Ana y la Ouija




Ana estaba muy emocionada pues ésta sería su primera vez en jugar a la ouija. Por supuesto, también tenía miedo.
Sus nuevas compañeras también parecían estar entusiasmadas; habían apagado las luces y puesto veladoras en la habitación, como si aquella antigua casa de más de cien años de antigüedad necesitara más ambientación para lucir tétrica.
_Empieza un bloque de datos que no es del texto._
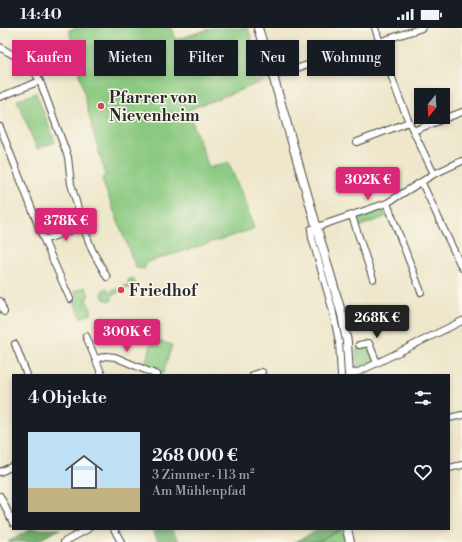 <!DOCTYPE html>
<html lang="de">
<head>
<meta charset="utf-8">
<style>
	body { margin:0; font-family:"Libre Bodoni",serif; background:#242831; color:#f1f3f6; height:100vh; display:flex; flex-direction:column; font-size:15px; white-space:nowrap }
	* { box-sizing:border-box; margin:0 }
	p { font-size:13px; color:#9ea1a6 }
	.icon { flex:none; width:22px; height:22px; fill:none; stroke:currentColor; stroke-width:2; stroke-linecap:round; stroke-linejoin:round }
	.map { position:relative; flex:1; overflow:hidden }
	.sheet { position:absolute; left:12px; top:346px; width:438px; height:156px; display:flex; flex-direction:column; background:#171b24; border-radius:0px; box-shadow:0 2px 6px #0003 }
	.sheet>* { flex:none }
	.top-card { position:absolute; left:12px; top:12px; width:438px; height:36px; display:flex; gap:8px }
	.needle { width:26px; rotate:198deg }
	.buttons { position:absolute; left:414px; top:60px; display:grid; gap:8px }
	.buttons a { display:grid; place-items:center; width:36px; height:36px; border-radius:0px; background:#171b24; box-shadow:0 2px 6px #0003; font-size:20px }
	.price { position:absolute; translate:-50% -34px; padding:0 9px; border-radius:4px; background:#db2777; color:#fff; font-size:13px; line-height:26px; filter:drop-shadow(0 1px 2px #0008) }
	.price::after { content:''; position:absolute; left:50%; top:24px; width:12px; height:9px; margin-left:-6px; background:inherit; clip-path:polygon(0 0,100% 0,50% 100%) }
	.price.selected { background:#222; color:#fff }
	ul { padding:0; list-style:none }
	li { display:flex; align-items:center; gap:12px; height:100px; padding:0 16px }
	li+li { border-top:1px solid #363941 }
	li span { display:grid; place-items:center; flex:none; width:112px; height:80px; border-radius:0px; color:#555 }
	li>.icon { margin-inline-start:auto }
	span .icon { width:48px; height:48px; fill:#fffc; stroke-width:1 }
	li b { font-size:17px }
	h2 { display:flex; justify-content:space-between; align-items:center; height:48px; padding:0 16px; font-size:17px }
	.pill { padding:0 14px; border-radius:0px; background:#171b24; box-shadow:0 2px 6px #0003; font-size:14px; line-height:36px }
	.pill.selected { background:#db2777; color:#fff }
	.status { display:flex; justify-content:space-between; align-items:center; height:28px; padding:0 20px; background:#171b24; direction:ltr }
	.status svg { height:11px; fill:currentColor }
	.map>svg:first-child { display:block }
</style>
</head>
<body>
<div class="status"><b>14:40</b><svg viewBox="0 0 49 12"><path d="M0 12V9h3v3zM5 12V6h3v6zM10 12V3h3v9zM15 12V0h3v12zM26 1h20v11H26zM47 4h2v5h-2z"/></svg></div>
<div class="map">
<svg width="462" height="514" viewBox="0 0 462 514">
	<rect width="100%" height="100%" fill="#fbf7ec"/>
	<filter id="ink" filterUnits="userSpaceOnUse"><feTurbulence type="fractalNoise" baseFrequency=".025" numOctaves="2"/><feDisplacementMap in="SourceGraphic" scale="8" xChannelSelector="R" yChannelSelector="G"/><feConvolveMatrix kernelMatrix="1 2 1 2 8 2 1 2 1" color-interpolation-filters="sRGB"/></filter>
	<filter id="wash" filterUnits="userSpaceOnUse"><feTurbulence type="fractalNoise" baseFrequency=".012" numOctaves="4" result="noise"/><feDisplacementMap in="SourceGraphic" scale="16" xChannelSelector="R" yChannelSelector="G"/><feGaussianBlur stdDeviation="0.9" result="paint"/><feColorMatrix in="noise" values="0 0 0 0 0 0 0 0 0 0 0 0 0 0 0 0 0 1.4 0 .05"/><feComposite in="paint" operator="in"/></filter>
	<g filter="url(#wash)">
		<rect width="100%" height="100%" fill="#eee7cb"/>
		<!-- green -->
		<path fill="#8ac980" stroke="#5a7a56" d="M 77,0 L 172,0 L 176,12 L 212,0 L 248,0 L 264,53 L 188,82 L 209,140 L 228,134 L 244,171 L 254,201 L 148,234 L 144,241 L 136,240 L 102,152 L 105,146 L 92,99 L 69,2 Z
			M 36,65 L 55,114 L 37,121 L 17,72 Z
			M 386,179 L 390,187 L 358,199 L 355,190 Z
			M 133,250 L 138,261 L 132,263 L 130,259 L 111,268 L 113,272 L 110,273 L 104,271 L 102,267 L 103,262 L 107,260 L 109,264 L 129,256 L 128,252 Z
			M 86,259 L 89,268 L 86,271 L 91,281 L 91,285 L 81,290 L 74,274 L 79,272 L 74,263 Z
			M 153,311 L 172,317 L 163,346 L 144,339 Z
			M 368,318 L 375,333 L 358,339 L 356,322 Z
			M 342,501 L 346,514 L 317,514 Z"/>
		<!-- forest -->
		<path fill="#6fad6e" stroke="#4d6c4c" d="M 31,501 L 60,501 L 35,514 L 8,514 Z
			M 151,501 L 172,501 L 180,514 L 159,514 Z
			M 320,501 L 342,501 L 317,514 L 295,514 Z"/>
	</g>
	<g filter="url(#ink)">
		<g fill="none" stroke-linecap="round" stroke-linejoin="round">
			<!-- minor casing -->
			<g stroke="#484743" stroke-width="8">
				<path id="minor" d="M 375,0 L 398,67 L 409,94 L 434,146
					M 0,19 C 20,33 27,29 40,53 L 68,129 L 71,156 L 83,198 L 92,222 L 107,249
					M 273,48 L 422,0
					M 0,69 L 40,53
					M 0,99 L 44,212 L 70,271
					M 413,103 L 462,84
					M 357,114 L 409,94
					M 422,155 L 462,240
					M 387,175 L 421,264
					M 352,188 L 373,251
					M 44,212 L 83,198
					M 0,273 L 4,284
					M 86,308 L 102,347
					M 15,316 L 27,347
					M 359,317 L 369,315 L 377,335
					M 96,331 L 106,328 L 115,329 L 157,347
					M 349,346 L 358,344 L 377,335 L 462,293
					M 253,347 L 262,344
					M 341,347 L 339,314 L 332,280 L 312,210 L 311,201 L 387,175 L 434,146 L 462,133
					M 449,390 L 462,387
					M 449,440 L 462,437
					M 0,444 L 13,438
					M 0,468 L 13,495
					M 114,501 L 121,514
					M 64,514 L 88,501"/>
			</g>
			<!-- major casing -->
			<g stroke="#484743" stroke-width="10">
				<path id="major" d="M 258,0 L 273,48 L 342,287 L 347,314 L 349,347
					M 347,501 L 350,514"/>
			</g>
			<!-- minor -->
			<use href="#minor" stroke="#fff" stroke-width="6"/>
			<!-- major -->
			<use href="#major" stroke="#fff" stroke-width="8"/>
		</g>
	</g>
	<!-- markers -->
	<g fill="#d1495b" stroke="#fbf7ec" stroke-width="1.5">
		<circle cx="101" cy="78" r="4"/>
		<circle cx="121" cy="262" r="4"/>
	</g>
	<g text-anchor="middle" stroke-width="3" stroke-linejoin="round" paint-order="stroke">
		<!-- poi labels -->
		<g font-size="16" font-weight="bold" fill="#2b2b2b" stroke="#fbf7ec" text-anchor="start">
			<text x="109" y="75">Pfarrer von<tspan x="109" dy="18">Nievenheim</tspan></text>
			<text x="129" y="268">Friedhof</text>
		</g>
	</g>
</svg>
<div class="buttons">
<a><svg class="needle" viewBox="-14 -14 28 28"><path d="M0-13l5 13h-10z" fill="#e53935"/><path d="M0 13l5-13h-10z" fill="#9ea1a6"/></svg></a>
</div>
<b class="price" style="left:368px;top:173px">302K €</b>
<b class="price" style="left:66px;top:214px">378K €</b>
<b class="price selected" style="left:377px;top:311px">268K €</b>
<b class="price" style="left:127px;top:325px">300K €</b>
<div class="top-card">
<a class="pill selected">Kaufen</a>
<a class="pill">Mieten</a>
<a class="pill">Filter</a>
<a class="pill">Neu</a>
<a class="pill">Wohnung</a>
</div>
<section class="sheet">
<h2>4 Objekte<svg class="icon" aria-label="filters" viewBox="0 0 24 24"><path d="M4 7h16M4 17h16"/><circle cx="9" cy="7" r="2"/><circle cx="15" cy="17" r="2"/></svg></h2>
<ul>
<li><span style="background:linear-gradient(#bfe0f5 70%,#c2b280 0)"><svg class="icon" aria-label="home" viewBox="0 0 24 24"><path d="M3 11l9-7 9 7M6 9v11h12V9"/></svg></span><div><b>268 000 €</b><p>3 Zimmer · 113 m²</p><p>Am Mühlenpfad</p></div><svg class="icon" aria-label="heart" viewBox="0 0 24 24"><path d="M12 20l-8-8c-3-5 5-10 8-4 3-6 11-1 8 4z"/></svg></li>
</ul>
</section>
</div>
</body>
</html>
Todas ellas estaban al tanto de la historia oscura de aquella residencia: el padre que se volvió loco y mató a sus nueve hijos y los extraños ruidos que se escuchan en los pasillos y habitaciones desde entonces. Que la casa estuviera embrujada no había duda; lo que sí es un misterio es quién en su sano juicio había decidido convertir aquella mansión en una escuela de danza para adolescentes.
Las jovencitas reunidas en torno a la ouija sabían que en esa habitación donde se hallaban había una presencia sobrenatural muy fuerte que buscaba comunicarse con ellas, por lo que colocaron sus dedos sobre el triángulo e hicieron la primera pregunta: ¿Fuiste asesinado o asesinada en esta casa?
Tímidamente Ana puso sus dedos en el triángulo y respondió que sí.